Le Monde comme volonté et comme représentation

Dans *Le Monde comme volonté et comme représentation*, Arthur Schopenhauer dépeint une réalité dominée par une **volonté aveugle et insatiable**, source de toute souffrance. Seuls l’art, la compassion et l’ascèse offrent des échappées temporaires à cette emprise. Une œuvre fondatrice du pessimisme philosophique moderne.

Description

Publié en 1818 (et profondément remanié en 1844), *Le Monde comme volonté et comme représentation* est l’œuvre maîtresse d’Arthur Schopenhauer, dans laquelle il propose une vision radicale et profondément originale de la réalité. S’inspirant de Kant, il distingue deux dimensions du monde : d’un côté, le **monde comme représentation**, c’est-à-dire la réalité telle qu’elle nous apparaît, structurée par les formes a priori de notre esprit (espace, temps, causalité) ; de l’autre, le **monde comme volonté**, force obscure, impersonnelle et insatiable qui constitue le fond même de toute existence.

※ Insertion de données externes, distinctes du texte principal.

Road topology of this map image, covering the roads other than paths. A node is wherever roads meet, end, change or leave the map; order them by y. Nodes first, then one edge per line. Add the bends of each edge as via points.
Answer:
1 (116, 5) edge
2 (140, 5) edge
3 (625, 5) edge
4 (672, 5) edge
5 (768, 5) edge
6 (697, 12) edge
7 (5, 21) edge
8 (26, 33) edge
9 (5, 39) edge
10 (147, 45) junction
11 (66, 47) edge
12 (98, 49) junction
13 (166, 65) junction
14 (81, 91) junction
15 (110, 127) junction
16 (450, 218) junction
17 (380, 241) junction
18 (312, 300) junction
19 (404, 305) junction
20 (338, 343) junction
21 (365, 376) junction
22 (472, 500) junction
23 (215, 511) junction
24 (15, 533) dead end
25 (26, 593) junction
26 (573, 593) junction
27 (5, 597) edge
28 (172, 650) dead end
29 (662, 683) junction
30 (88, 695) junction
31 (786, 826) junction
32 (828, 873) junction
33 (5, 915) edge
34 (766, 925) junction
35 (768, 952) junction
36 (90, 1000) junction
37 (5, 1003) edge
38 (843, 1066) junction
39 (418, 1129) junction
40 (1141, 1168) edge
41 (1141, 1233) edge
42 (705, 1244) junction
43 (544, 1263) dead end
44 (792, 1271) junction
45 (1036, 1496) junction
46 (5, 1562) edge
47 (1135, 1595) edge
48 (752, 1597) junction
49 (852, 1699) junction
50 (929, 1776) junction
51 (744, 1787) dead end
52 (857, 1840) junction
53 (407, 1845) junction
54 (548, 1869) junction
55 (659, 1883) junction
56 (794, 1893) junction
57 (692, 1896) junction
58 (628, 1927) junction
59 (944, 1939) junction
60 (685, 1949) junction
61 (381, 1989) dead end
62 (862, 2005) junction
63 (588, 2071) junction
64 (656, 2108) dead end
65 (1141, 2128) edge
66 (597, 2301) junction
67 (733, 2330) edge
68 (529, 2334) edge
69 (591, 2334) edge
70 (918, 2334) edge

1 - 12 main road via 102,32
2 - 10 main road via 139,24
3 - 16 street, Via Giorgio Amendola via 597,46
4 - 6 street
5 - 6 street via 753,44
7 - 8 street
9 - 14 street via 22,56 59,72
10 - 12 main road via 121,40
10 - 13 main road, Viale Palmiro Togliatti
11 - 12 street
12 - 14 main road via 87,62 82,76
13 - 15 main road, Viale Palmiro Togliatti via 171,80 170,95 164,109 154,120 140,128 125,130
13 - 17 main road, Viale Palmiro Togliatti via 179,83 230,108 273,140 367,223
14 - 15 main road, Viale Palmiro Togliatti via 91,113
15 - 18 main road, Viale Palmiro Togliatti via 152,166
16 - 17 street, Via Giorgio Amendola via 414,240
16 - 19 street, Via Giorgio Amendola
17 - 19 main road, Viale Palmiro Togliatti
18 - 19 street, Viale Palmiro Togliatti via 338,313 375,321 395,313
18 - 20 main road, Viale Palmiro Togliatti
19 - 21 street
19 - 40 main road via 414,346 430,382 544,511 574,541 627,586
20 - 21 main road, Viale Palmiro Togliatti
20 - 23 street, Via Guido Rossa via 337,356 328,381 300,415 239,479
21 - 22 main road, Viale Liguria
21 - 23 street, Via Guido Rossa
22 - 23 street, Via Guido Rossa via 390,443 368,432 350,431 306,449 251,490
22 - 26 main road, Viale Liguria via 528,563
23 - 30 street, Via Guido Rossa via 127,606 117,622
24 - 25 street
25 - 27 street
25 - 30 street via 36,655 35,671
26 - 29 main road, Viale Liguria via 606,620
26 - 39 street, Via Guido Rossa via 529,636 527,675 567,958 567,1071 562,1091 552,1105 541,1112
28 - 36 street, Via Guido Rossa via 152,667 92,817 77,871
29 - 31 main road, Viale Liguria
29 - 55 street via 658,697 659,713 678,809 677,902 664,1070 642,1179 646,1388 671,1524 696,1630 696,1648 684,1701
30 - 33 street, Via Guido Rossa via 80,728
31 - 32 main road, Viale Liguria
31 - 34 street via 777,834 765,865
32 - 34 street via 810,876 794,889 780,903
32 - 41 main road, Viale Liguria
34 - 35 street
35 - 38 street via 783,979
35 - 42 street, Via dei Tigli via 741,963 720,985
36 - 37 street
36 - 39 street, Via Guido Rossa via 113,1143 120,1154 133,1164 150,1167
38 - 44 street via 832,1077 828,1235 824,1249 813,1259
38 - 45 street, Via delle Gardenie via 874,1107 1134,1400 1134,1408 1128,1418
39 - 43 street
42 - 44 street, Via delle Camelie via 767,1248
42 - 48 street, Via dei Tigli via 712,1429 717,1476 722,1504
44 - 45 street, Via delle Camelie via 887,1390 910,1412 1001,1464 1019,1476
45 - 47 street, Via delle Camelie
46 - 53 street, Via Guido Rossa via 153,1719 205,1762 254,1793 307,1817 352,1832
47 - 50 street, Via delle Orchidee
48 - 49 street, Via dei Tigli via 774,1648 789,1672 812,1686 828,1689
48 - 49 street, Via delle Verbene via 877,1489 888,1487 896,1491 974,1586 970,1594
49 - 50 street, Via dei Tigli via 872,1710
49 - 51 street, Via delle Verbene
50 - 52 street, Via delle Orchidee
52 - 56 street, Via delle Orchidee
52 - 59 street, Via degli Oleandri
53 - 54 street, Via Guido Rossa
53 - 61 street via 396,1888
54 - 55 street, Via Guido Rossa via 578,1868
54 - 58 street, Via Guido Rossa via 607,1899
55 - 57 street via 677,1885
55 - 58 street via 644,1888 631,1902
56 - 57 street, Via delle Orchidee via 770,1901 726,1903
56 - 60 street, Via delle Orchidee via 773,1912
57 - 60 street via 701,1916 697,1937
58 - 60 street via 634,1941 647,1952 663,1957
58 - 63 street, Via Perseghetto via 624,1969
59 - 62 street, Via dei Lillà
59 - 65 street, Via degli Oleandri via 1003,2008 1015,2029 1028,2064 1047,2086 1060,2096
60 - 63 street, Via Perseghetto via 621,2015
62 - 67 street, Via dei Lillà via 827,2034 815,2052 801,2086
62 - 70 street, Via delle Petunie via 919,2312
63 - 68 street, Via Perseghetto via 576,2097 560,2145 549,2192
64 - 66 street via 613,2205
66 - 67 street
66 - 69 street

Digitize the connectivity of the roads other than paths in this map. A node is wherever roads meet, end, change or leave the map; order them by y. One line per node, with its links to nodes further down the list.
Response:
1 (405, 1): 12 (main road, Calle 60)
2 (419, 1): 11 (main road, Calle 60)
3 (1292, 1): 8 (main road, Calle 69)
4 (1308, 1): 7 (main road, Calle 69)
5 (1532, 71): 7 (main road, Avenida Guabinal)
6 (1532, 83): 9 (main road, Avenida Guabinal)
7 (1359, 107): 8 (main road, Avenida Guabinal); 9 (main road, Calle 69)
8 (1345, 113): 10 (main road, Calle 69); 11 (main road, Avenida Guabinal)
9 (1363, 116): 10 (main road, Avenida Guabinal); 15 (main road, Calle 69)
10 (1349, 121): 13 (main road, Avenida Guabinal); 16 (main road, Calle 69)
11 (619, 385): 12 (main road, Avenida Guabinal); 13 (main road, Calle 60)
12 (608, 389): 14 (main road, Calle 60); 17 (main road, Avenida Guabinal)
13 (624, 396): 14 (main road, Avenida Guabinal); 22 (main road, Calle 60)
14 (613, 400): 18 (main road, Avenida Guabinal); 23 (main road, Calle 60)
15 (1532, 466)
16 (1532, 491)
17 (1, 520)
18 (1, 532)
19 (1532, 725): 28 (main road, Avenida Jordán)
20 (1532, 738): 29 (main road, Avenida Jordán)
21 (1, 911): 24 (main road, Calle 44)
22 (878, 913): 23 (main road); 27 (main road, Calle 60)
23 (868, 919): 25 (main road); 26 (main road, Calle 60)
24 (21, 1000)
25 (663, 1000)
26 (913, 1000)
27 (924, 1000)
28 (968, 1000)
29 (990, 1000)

Cette **Volonté** — pulsion aveugle, éternelle et universelle — se manifeste dans tous les phénomènes de la nature, mais surtout dans le désir humain : faim, soif, ambition, sexualité… Toute vie n’est qu’expression de cette volonté de vivre, qui condamne l’être à un cycle sans fin de manque, de souffrance et d’insatisfaction. Le bonheur, lorsqu’il existe, n’est qu’une pause fugace entre deux désirs.

Face à ce constat pessimiste, Schopenhauer cherche des voies de salut. Il identifie trois moyens de suspendre temporairement l’emprise de la Volonté :
1. **L’art**, et surtout la musique, qui permet à l’individu d’accéder à une contemplation désintéressée du monde, libérée du désir ;
2. **La morale de la compassion**, fondée sur la reconnaissance de l’unité métaphysique de tous les êtres souffrants ;
3. **L’ascèse**, forme ultime de renoncement où l’individu nie la Volonté en lui-même, atteignant ainsi une paix proche du néant — assimilée à la libération bouddhiste.

Œuvre à la fois métaphysique, esthétique et éthique, *Le Monde comme volonté et comme représentation* marque une rupture avec l’idéalisme allemand triomphant de son époque. Son pessimisme lucide, sa sensibilité artistique et son ouverture aux sagesses orientales en ont fait une source d’inspiration majeure pour des penseurs aussi divers que Nietzsche, Freud, Tolstoï ou Thomas Mann.